Task to carry out –
The answer must consist of every line in the data that contains "dead".

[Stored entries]

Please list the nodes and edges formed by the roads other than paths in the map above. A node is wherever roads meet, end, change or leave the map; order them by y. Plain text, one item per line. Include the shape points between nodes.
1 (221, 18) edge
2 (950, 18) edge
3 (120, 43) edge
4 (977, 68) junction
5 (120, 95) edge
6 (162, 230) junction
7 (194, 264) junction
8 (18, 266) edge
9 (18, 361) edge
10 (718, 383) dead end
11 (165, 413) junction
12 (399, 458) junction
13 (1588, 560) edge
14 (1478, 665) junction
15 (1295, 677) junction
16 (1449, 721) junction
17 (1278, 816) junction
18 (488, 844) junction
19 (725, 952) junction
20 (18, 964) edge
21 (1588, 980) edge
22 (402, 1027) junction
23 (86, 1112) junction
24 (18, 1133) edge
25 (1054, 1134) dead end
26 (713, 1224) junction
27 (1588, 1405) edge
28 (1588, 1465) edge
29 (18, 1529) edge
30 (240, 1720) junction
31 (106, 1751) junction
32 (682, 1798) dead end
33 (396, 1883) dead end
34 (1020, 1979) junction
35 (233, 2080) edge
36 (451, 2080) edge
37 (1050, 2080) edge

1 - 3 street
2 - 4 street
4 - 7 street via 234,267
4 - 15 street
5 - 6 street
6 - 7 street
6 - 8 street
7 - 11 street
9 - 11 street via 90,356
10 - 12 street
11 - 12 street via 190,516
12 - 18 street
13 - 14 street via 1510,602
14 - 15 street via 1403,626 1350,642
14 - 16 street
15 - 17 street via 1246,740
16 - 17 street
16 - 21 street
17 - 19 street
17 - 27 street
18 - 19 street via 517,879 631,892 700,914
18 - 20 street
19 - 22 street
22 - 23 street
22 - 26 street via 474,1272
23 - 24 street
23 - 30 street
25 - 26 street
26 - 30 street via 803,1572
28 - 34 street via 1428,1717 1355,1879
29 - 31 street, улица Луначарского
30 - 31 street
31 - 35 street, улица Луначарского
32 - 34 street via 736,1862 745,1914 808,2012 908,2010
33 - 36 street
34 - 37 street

Solution for this task –
10 (718, 383) dead end
25 (1054, 1134) dead end
32 (682, 1798) dead end
33 (396, 1883) dead end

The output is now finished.